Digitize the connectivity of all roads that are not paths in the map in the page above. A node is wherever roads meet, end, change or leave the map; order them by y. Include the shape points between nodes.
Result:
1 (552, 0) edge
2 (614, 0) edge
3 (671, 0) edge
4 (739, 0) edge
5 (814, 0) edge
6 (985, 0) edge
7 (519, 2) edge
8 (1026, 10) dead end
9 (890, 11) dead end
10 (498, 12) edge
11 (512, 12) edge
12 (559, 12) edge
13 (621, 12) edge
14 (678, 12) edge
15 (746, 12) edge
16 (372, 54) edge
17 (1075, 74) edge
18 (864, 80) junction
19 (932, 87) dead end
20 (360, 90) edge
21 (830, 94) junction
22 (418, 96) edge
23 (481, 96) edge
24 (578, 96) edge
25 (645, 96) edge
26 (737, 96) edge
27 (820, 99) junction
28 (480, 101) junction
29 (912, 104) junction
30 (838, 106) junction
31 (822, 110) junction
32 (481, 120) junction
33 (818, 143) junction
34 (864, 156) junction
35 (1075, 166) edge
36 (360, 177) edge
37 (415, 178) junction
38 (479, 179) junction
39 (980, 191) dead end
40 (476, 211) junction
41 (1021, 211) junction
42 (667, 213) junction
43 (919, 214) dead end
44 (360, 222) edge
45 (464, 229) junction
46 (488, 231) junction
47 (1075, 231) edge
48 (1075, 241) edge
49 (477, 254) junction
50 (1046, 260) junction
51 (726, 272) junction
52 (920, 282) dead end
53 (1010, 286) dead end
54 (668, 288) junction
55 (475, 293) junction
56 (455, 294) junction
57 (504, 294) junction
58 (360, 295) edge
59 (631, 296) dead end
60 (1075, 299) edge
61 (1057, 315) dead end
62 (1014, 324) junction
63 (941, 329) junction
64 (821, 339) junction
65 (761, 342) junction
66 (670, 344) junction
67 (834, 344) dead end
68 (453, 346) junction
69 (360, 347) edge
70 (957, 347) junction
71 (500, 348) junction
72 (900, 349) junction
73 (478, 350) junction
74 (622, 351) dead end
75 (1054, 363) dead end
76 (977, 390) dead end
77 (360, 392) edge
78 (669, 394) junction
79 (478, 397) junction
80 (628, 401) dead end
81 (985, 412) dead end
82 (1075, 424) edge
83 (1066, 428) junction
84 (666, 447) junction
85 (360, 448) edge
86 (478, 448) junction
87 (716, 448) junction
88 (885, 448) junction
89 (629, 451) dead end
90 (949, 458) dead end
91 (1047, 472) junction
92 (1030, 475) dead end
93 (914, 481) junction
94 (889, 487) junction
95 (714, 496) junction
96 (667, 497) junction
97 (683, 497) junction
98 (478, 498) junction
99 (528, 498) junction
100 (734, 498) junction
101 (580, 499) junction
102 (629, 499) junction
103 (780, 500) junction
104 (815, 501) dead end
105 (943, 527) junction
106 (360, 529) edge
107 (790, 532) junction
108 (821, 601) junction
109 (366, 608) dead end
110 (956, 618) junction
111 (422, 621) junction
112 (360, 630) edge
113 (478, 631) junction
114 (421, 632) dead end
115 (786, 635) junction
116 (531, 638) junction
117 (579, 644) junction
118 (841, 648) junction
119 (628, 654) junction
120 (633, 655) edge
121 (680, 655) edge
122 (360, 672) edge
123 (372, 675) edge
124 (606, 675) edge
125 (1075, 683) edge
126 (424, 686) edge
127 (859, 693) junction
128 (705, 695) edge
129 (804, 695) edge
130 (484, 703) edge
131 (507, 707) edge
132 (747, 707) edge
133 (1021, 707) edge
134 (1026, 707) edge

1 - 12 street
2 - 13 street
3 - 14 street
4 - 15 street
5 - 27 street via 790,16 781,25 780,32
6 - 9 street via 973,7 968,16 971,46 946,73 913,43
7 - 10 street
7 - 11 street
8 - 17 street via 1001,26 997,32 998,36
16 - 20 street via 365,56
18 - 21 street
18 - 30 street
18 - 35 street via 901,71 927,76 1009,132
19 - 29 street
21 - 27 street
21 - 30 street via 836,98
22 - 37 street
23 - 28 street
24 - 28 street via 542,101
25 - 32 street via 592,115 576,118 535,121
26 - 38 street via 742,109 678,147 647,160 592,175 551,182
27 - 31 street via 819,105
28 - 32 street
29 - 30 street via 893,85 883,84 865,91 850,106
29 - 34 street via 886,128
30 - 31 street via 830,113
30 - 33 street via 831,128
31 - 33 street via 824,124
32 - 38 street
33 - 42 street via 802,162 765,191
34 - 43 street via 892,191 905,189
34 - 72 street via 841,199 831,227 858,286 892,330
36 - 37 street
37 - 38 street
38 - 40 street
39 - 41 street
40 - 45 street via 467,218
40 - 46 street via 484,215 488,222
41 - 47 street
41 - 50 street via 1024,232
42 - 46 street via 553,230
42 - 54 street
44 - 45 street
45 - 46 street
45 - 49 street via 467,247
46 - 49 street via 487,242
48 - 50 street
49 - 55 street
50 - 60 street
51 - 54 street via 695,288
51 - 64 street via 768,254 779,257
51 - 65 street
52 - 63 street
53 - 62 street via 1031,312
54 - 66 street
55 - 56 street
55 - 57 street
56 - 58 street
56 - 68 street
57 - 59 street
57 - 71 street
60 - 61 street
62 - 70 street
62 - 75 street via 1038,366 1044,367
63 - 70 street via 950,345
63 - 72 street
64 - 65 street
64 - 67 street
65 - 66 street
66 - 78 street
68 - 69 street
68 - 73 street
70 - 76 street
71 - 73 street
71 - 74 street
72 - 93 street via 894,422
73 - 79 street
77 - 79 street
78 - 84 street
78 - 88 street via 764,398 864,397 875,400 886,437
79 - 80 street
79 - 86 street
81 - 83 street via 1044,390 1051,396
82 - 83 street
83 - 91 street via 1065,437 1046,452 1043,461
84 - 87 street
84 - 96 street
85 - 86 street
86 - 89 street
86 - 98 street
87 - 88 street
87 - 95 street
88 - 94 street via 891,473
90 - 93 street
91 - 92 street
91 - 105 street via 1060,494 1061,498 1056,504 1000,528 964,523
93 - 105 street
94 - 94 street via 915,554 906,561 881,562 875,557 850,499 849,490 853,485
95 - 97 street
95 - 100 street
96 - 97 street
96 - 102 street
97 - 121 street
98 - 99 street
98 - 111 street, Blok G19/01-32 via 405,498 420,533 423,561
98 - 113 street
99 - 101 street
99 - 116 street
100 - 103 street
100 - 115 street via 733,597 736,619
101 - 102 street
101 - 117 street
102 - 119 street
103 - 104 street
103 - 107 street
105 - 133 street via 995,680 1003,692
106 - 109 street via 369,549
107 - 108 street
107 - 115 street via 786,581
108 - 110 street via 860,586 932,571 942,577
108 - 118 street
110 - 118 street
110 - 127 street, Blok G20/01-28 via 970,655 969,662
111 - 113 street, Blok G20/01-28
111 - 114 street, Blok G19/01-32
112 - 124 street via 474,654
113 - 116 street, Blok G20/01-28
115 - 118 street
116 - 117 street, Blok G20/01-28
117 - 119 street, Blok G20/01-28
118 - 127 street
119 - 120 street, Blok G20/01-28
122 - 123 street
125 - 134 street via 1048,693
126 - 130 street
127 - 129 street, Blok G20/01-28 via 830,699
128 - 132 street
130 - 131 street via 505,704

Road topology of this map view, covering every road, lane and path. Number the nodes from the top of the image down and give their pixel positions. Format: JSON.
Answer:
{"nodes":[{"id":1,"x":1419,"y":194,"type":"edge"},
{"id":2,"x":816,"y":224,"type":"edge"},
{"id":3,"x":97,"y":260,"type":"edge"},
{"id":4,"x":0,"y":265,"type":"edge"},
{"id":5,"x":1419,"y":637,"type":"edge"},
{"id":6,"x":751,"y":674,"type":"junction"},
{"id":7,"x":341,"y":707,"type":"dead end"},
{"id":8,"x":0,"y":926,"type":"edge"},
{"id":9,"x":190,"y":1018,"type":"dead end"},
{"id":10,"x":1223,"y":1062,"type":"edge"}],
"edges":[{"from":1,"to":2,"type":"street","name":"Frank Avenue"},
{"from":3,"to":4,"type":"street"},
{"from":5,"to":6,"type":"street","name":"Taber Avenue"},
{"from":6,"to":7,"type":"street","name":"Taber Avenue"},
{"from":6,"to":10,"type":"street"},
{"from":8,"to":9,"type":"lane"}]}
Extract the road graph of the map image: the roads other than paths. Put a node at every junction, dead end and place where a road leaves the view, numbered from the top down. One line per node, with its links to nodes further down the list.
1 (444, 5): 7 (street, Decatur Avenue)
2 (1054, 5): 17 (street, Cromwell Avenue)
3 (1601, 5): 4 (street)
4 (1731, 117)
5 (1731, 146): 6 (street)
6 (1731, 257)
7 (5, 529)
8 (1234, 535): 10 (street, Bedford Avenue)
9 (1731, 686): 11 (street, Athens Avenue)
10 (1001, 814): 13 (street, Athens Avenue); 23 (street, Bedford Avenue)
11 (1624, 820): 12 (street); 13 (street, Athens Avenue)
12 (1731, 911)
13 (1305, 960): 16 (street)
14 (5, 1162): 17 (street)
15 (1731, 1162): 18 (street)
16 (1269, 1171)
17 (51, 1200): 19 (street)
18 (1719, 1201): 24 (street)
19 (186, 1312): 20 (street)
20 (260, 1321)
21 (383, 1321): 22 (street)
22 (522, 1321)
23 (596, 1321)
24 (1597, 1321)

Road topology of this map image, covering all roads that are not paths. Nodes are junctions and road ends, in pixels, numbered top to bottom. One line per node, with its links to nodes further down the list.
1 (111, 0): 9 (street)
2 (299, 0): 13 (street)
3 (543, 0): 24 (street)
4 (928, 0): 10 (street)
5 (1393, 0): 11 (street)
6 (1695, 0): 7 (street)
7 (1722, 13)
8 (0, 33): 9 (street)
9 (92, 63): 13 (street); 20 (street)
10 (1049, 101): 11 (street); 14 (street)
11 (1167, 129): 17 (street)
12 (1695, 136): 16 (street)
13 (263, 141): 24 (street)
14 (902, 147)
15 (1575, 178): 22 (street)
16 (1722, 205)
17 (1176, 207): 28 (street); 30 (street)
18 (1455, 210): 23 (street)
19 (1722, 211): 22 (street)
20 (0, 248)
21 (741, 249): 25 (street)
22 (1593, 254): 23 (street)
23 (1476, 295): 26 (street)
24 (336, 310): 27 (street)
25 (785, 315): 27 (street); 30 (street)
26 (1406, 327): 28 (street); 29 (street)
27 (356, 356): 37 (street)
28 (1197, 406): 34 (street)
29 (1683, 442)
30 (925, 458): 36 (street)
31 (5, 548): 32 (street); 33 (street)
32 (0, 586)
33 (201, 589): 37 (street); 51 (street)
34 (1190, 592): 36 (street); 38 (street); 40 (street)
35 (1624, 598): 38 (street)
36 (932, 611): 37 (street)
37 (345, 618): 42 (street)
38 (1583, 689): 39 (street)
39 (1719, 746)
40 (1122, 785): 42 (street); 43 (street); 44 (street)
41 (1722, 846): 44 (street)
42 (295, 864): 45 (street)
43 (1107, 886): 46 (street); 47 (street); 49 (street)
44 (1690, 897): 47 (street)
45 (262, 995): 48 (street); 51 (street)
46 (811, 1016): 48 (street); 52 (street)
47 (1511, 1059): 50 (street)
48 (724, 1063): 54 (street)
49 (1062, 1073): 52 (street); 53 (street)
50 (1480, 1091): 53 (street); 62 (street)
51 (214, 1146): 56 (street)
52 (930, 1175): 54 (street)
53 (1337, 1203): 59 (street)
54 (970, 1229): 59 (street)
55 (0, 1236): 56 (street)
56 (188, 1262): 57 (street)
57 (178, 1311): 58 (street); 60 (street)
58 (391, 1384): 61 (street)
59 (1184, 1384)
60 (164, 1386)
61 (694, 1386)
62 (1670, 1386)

■ YOUR OBJECTIVE: Note every line of the entries in which "from" appears, and copy it down.

■ SOLVED EXERCISE:
Road topology of this map view, covering every road, lane and path. Number the nodes from the top of the image down and give their pixel positions. Format: JSON.
"edges":[{"from":1,"to":2,"type":"street","name":"Frank Avenue"},
{"from":3,"to":4,"type":"street"},
{"from":5,"to":6,"type":"street","name":"Taber Avenue"},
{"from":6,"to":7,"type":"street","name":"Taber Avenue"},
{"from":6,"to":10,"type":"street"},
{"from":8,"to":9,"type":"lane"}]}
Extract the road graph of the map image: the roads other than paths. Put a node at every junction, dead end and place where a road leaves the view, numbered from the top down. One line per node, with its links to nodes further down the list.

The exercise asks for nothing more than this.